_Problem details_
Search the records below for the word "index". Copy each line where it occurs.

_Input data_
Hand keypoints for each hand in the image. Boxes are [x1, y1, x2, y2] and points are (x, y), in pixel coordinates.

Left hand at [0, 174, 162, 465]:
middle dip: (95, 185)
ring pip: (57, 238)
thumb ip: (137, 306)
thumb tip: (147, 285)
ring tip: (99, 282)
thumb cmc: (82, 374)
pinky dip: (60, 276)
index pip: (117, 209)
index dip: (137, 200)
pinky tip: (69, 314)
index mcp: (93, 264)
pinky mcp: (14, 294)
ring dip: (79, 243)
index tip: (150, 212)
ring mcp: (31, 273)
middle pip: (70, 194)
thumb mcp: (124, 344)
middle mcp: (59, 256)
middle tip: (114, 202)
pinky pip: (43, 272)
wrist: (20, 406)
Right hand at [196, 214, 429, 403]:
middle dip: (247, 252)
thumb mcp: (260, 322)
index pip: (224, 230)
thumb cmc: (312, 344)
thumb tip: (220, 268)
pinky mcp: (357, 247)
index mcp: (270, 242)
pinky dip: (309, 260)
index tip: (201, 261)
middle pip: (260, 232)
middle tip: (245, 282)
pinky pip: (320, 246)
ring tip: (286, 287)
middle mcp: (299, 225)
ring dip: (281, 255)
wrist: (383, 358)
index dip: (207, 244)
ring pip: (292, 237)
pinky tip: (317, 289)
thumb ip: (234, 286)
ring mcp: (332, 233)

_Answer space_
index pip: (117, 209)
index dip: (137, 200)
index mcp: (93, 264)
index tip: (150, 212)
index pip: (224, 230)
index mcp: (270, 242)
index tip: (201, 261)
index dip: (207, 244)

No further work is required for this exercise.